● TASK ITEM
An exact copy of the listing below is required, minus its pictures.

● EXTRACTED RECORDS
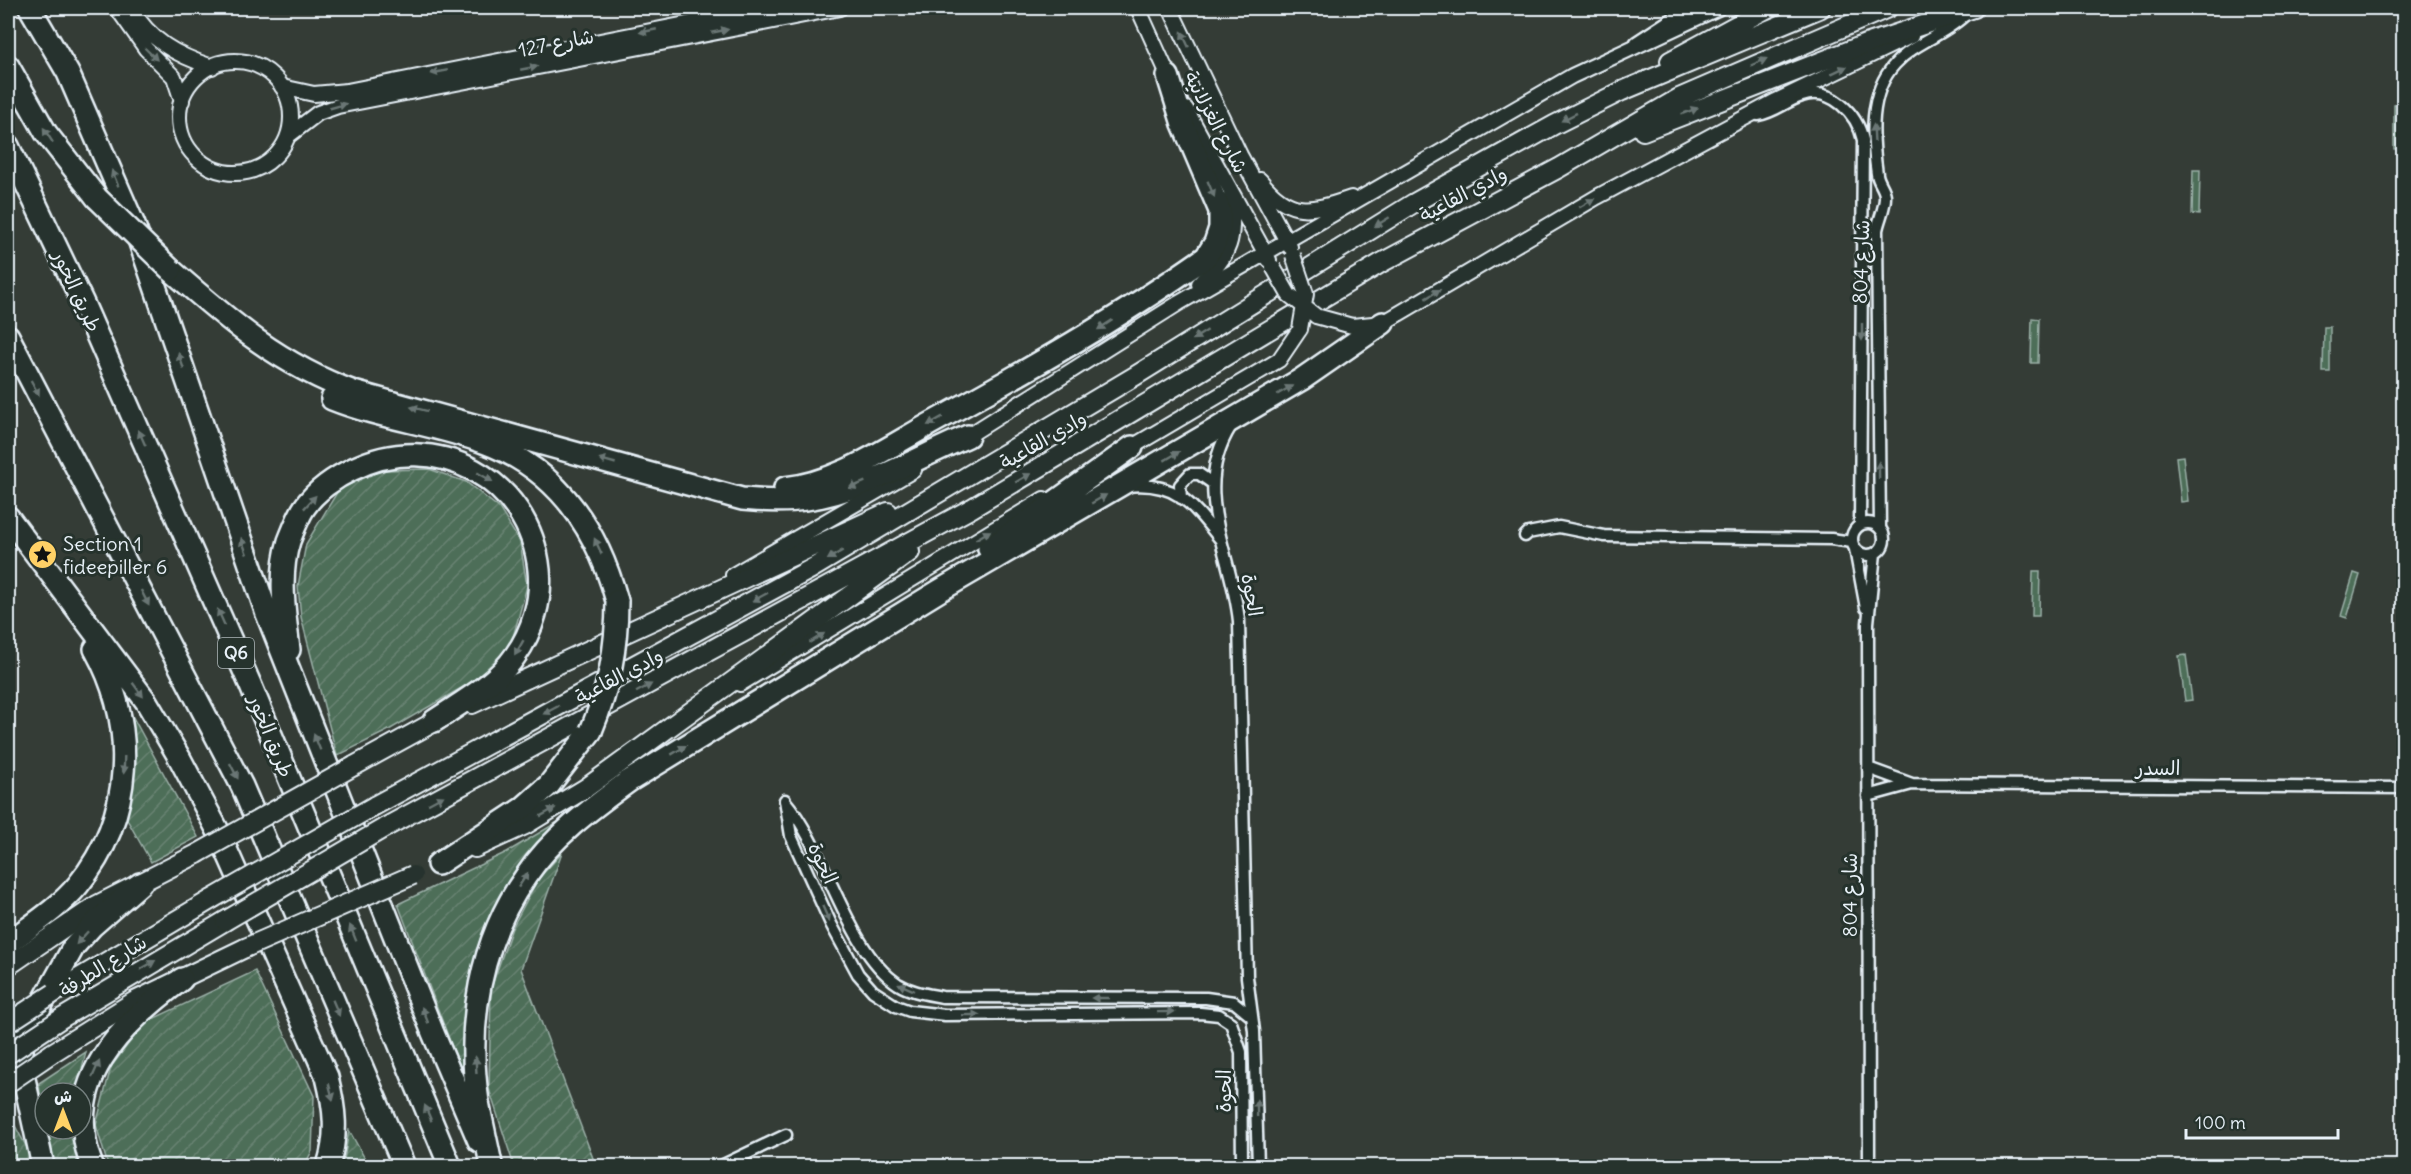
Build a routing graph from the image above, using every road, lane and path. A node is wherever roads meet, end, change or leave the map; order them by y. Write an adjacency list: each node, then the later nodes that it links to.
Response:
1 (30, 8): 56 (highway, one-way to 1)
2 (117, 8): 20 (street, one-way to 20)
3 (131, 8): 16 (street)
4 (767, 8): 18 (street, شارع 127, one-way to 18)
5 (840, 8): 22 (street, شارع 127, one-way to 5)
6 (1138, 8): 17 (street, شارع الغزلانية)
7 (1170, 8): 24 (street, شارع الغزلانية, one-way to 7)
8 (1688, 8): 14 (street, وادي القاعية)
9 (1718, 8): 14 (street, وادي القاعية)
10 (1768, 8): 19 (main road)
11 (1821, 8): 19 (main road, وادي القاعية)
12 (1888, 8): 25 (main road, وادي القاعية, one-way to 12)
13 (1973, 8): 21 (street, one-way to 13); 25 (main road, one-way to 13); 46 (street, شارع 804, one-way to 13)
14 (1627, 49): 26 (street, وادي القاعية)
15 (8, 66): 30 (highway, one-way to 15, bridge)
16 (212, 67): 18 (street); 20 (street)
17 (1168, 76): 27 (street, شارع الغزلانية); 38 (highway, one-way to 38)
18 (282, 87): 22 (street)
19 (1622, 91): 39 (main road, وادي القاعية, one-way to 39)
20 (182, 101): 22 (street)
21 (1749, 115): 33 (street, one-way to 21); 45 (street, شارع 804, one-way to 45)
22 (288, 136)
23 (8, 146): 83 (highway, طريق الخور / Q6, one-way to 23)
24 (1240, 155): 26 (street); 28 (street, شارع الغزلانية)
25 (1559, 168): 43 (main road, وادي القاعية, one-way to 25)
26 (1381, 188): 28 (street, وادي القاعية)
27 (1231, 190): 29 (street, شارع الغزلانية); 31 (street)
28 (1287, 241): 29 (street, وادي القاعية); 32 (street, bridge)
29 (1266, 253): 31 (street, وادي القاعية); 32 (street, bridge)
30 (199, 295): 38 (highway, one-way to 30); 65 (highway, one-way to 30, bridge)
31 (1179, 303): 36 (street, وادي القاعية)
32 (1310, 313): 33 (street); 37 (street, bridge)
33 (1383, 323): 35 (highway, one-way to 33)
34 (8, 336): 82 (highway, one-way to 82)
35 (1236, 418): 40 (street, الحوة); 41 (highway, one-way to 35)
36 (968, 436): 38 (highway, one-way to 38); 54 (street, وادي القاعية)
37 (1132, 447): 52 (highway); 57 (street, one-way to 37)
38 (648, 473)
39 (955, 483): 54 (main road); 67 (main road, وادي القاعية, one-way to 67, bridge)
40 (1212, 483): 42 (street); 49 (street, الحوة)
41 (1122, 486): 42 (street, الحوة); 52 (highway, one-way to 41)
42 (1181, 498): 49 (street, الحوة)
43 (972, 508): 57 (main road); 68 (main road, وادي القاعية, one-way to 43, bridge)
44 (8, 517): 53 (highway)
45 (1858, 527): 46 (street); 48 (street); 50 (street)
46 (1880, 528): 51 (street)
47 (1525, 536): 48 (street)
48 (1831, 539): 50 (street)
49 (1222, 541): 72 (street, الحوة)
50 (1854, 546): 51 (street); 55 (street, شارع 804)
51 (1875, 553): 55 (street, شارع 804)
52 (939, 591): 78 (highway, one-way to 52)
53 (63, 594): 69 (highway, one-way to 69); 81 (highway, one-way to 81)
54 (645, 622): 58 (main road)
55 (1868, 623): 59 (street, شارع 804)
56 (292, 680): 58 (highway, one-way to 58); 78 (highway, one-way to 56)
57 (711, 697): 65 (main road, one-way to 57)
58 (434, 722): 66 (main road, bridge)
59 (1868, 768): 60 (street); 62 (street, شارع 804)
60 (1912, 784): 61 (street, السدر); 62 (street)
61 (2403, 788)
62 (1868, 796): 87 (street, شارع 804)
63 (806, 830): 64 (street); 64 (street, الحوة); 72 (street, الحوة, one-way to 63)
64 (791, 836): 74 (street, الحوة, one-way to 74)
65 (438, 864): 71 (main road, bridge)
66 (140, 884): 70 (main road); 79 (highway, one-way to 79)
67 (212, 899): 73 (main road, شارع الطرفة, bridge)
68 (225, 921): 75 (main road, شارع الطرفة, one-way to 68, bridge)
69 (8, 943)
70 (8, 966)
71 (182, 979): 76 (main road, bridge); 80 (highway, one-way to 71)
72 (1251, 1016): 74 (street); 86 (street, الحوة, one-way to 72)
73 (8, 1023)
74 (1236, 1031): 85 (street, الحوة)
75 (8, 1054)
76 (8, 1083)
77 (786, 1135): 84 (street)
78 (491, 1165)
79 (43, 1167)
80 (92, 1167)
81 (328, 1167)
82 (404, 1167)
83 (450, 1167)
84 (721, 1167)
85 (1242, 1167)
86 (1258, 1167)
87 (1869, 1167)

● COMPLETED EXERCISE
Build a routing graph from the image above, using every road, lane and path. A node is wherever roads meet, end, change or leave the map; order them by y. Write an adjacency list: each node, then the later nodes that it links to.
Response:
1 (30, 8): 56 (highway, one-way to 1)
2 (117, 8): 20 (street, one-way to 20)
3 (131, 8): 16 (street)
4 (767, 8): 18 (street, شارع 127, one-way to 18)
5 (840, 8): 22 (street, شارع 127, one-way to 5)
6 (1138, 8): 17 (street, شارع الغزلانية)
7 (1170, 8): 24 (street, شارع الغزلانية, one-way to 7)
8 (1688, 8): 14 (street, وادي القاعية)
9 (1718, 8): 14 (street, وادي القاعية)
10 (1768, 8): 19 (main road)
11 (1821, 8): 19 (main road, وادي القاعية)
12 (1888, 8): 25 (main road, وادي القاعية, one-way to 12)
13 (1973, 8): 21 (street, one-way to 13); 25 (main road, one-way to 13); 46 (street, شارع 804, one-way to 13)
14 (1627, 49): 26 (street, وادي القاعية)
15 (8, 66): 30 (highway, one-way to 15, bridge)
16 (212, 67): 18 (street); 20 (street)
17 (1168, 76): 27 (street, شارع الغزلانية); 38 (highway, one-way to 38)
18 (282, 87): 22 (street)
19 (1622, 91): 39 (main road, وادي القاعية, one-way to 39)
20 (182, 101): 22 (street)
21 (1749, 115): 33 (street, one-way to 21); 45 (street, شارع 804, one-way to 45)
22 (288, 136)
23 (8, 146): 83 (highway, طريق الخور / Q6, one-way to 23)
24 (1240, 155): 26 (street); 28 (street, شارع الغزلانية)
25 (1559, 168): 43 (main road, وادي القاعية, one-way to 25)
26 (1381, 188): 28 (street, وادي القاعية)
27 (1231, 190): 29 (street, شارع الغزلانية); 31 (street)
28 (1287, 241): 29 (street, وادي القاعية); 32 (street, bridge)
29 (1266, 253): 31 (street, وادي القاعية); 32 (street, bridge)
30 (199, 295): 38 (highway, one-way to 30); 65 (highway, one-way to 30, bridge)
31 (1179, 303): 36 (street, وادي القاعية)
32 (1310, 313): 33 (street); 37 (street, bridge)
33 (1383, 323): 35 (highway, one-way to 33)
34 (8, 336): 82 (highway, one-way to 82)
35 (1236, 418): 40 (street, الحوة); 41 (highway, one-way to 35)
36 (968, 436): 38 (highway, one-way to 38); 54 (street, وادي القاعية)
37 (1132, 447): 52 (highway); 57 (street, one-way to 37)
38 (648, 473)
39 (955, 483): 54 (main road); 67 (main road, وادي القاعية, one-way to 67, bridge)
40 (1212, 483): 42 (street); 49 (street, الحوة)
41 (1122, 486): 42 (street, الحوة); 52 (highway, one-way to 41)
42 (1181, 498): 49 (street, الحوة)
43 (972, 508): 57 (main road); 68 (main road, وادي القاعية, one-way to 43, bridge)
44 (8, 517): 53 (highway)
45 (1858, 527): 46 (street); 48 (street); 50 (street)
46 (1880, 528): 51 (street)
47 (1525, 536): 48 (street)
48 (1831, 539): 50 (street)
49 (1222, 541): 72 (street, الحوة)
50 (1854, 546): 51 (street); 55 (street, شارع 804)
51 (1875, 553): 55 (street, شارع 804)
52 (939, 591): 78 (highway, one-way to 52)
53 (63, 594): 69 (highway, one-way to 69); 81 (highway, one-way to 81)
54 (645, 622): 58 (main road)
55 (1868, 623): 59 (street, شارع 804)
56 (292, 680): 58 (highway, one-way to 58); 78 (highway, one-way to 56)
57 (711, 697): 65 (main road, one-way to 57)
58 (434, 722): 66 (main road, bridge)
59 (1868, 768): 60 (street); 62 (street, شارع 804)
60 (1912, 784): 61 (street, السدر); 62 (street)
61 (2403, 788)
62 (1868, 796): 87 (street, شارع 804)
63 (806, 830): 64 (street); 64 (street, الحوة); 72 (street, الحوة, one-way to 63)
64 (791, 836): 74 (street, الحوة, one-way to 74)
65 (438, 864): 71 (main road, bridge)
66 (140, 884): 70 (main road); 79 (highway, one-way to 79)
67 (212, 899): 73 (main road, شارع الطرفة, bridge)
68 (225, 921): 75 (main road, شارع الطرفة, one-way to 68, bridge)
69 (8, 943)
70 (8, 966)
71 (182, 979): 76 (main road, bridge); 80 (highway, one-way to 71)
72 (1251, 1016): 74 (street); 86 (street, الحوة, one-way to 72)
73 (8, 1023)
74 (1236, 1031): 85 (street, الحوة)
75 (8, 1054)
76 (8, 1083)
77 (786, 1135): 84 (street)
78 (491, 1165)
79 (43, 1167)
80 (92, 1167)
81 (328, 1167)
82 (404, 1167)
83 (450, 1167)
84 (721, 1167)
85 (1242, 1167)
86 (1258, 1167)
87 (1869, 1167)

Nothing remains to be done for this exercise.